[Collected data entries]
---

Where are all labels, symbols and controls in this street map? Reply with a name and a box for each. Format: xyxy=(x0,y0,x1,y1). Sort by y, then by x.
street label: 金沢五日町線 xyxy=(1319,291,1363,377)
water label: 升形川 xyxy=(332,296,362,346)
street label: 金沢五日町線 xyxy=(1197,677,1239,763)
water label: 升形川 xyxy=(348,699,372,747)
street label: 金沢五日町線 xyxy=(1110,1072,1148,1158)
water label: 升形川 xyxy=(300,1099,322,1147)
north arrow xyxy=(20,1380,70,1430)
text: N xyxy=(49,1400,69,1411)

---

## Task requirements:
Print out all the entries precisely as written.

## Reply to the task:
Where are all labels, symbols and controls in this street map? Reply with a name and a box for each. Format: xyxy=(x0,y0,x1,y1). Sort by y, then by x.
street label: 金沢五日町線 xyxy=(1319,291,1363,377)
water label: 升形川 xyxy=(332,296,362,346)
street label: 金沢五日町線 xyxy=(1197,677,1239,763)
water label: 升形川 xyxy=(348,699,372,747)
street label: 金沢五日町線 xyxy=(1110,1072,1148,1158)
water label: 升形川 xyxy=(300,1099,322,1147)
north arrow xyxy=(20,1380,70,1430)
text: N xyxy=(49,1400,69,1411)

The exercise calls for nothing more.